Exercise instructions: The records that follow should be retyped word for word.

[Collected data entries]
________

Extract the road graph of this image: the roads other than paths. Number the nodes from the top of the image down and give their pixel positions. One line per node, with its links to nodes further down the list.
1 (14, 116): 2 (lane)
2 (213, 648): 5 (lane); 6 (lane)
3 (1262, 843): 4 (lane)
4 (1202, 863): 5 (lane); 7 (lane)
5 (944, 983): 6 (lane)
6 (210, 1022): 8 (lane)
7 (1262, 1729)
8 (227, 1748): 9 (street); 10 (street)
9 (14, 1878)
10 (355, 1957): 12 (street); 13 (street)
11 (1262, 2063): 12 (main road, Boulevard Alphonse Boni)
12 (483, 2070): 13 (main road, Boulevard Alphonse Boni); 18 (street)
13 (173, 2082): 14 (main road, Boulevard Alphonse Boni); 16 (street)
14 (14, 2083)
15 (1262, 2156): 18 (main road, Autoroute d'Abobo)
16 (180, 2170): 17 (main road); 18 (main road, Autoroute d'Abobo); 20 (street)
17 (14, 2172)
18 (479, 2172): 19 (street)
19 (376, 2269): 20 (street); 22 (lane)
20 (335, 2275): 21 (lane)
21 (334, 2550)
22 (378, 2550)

________

Answer space:
Extract the road graph of this image: the roads other than paths. Number the nodes from the top of the image down and give their pixel positions. One line per node, with its links to nodes further down the list.
1 (14, 116): 2 (lane)
2 (213, 648): 5 (lane); 6 (lane)
3 (1262, 843): 4 (lane)
4 (1202, 863): 5 (lane); 7 (lane)
5 (944, 983): 6 (lane)
6 (210, 1022): 8 (lane)
7 (1262, 1729)
8 (227, 1748): 9 (street); 10 (street)
9 (14, 1878)
10 (355, 1957): 12 (street); 13 (street)
11 (1262, 2063): 12 (main road, Boulevard Alphonse Boni)
12 (483, 2070): 13 (main road, Boulevard Alphonse Boni); 18 (street)
13 (173, 2082): 14 (main road, Boulevard Alphonse Boni); 16 (street)
14 (14, 2083)
15 (1262, 2156): 18 (main road, Autoroute d'Abobo)
16 (180, 2170): 17 (main road); 18 (main road, Autoroute d'Abobo); 20 (street)
17 (14, 2172)
18 (479, 2172): 19 (street)
19 (376, 2269): 20 (street); 22 (lane)
20 (335, 2275): 21 (lane)
21 (334, 2550)
22 (378, 2550)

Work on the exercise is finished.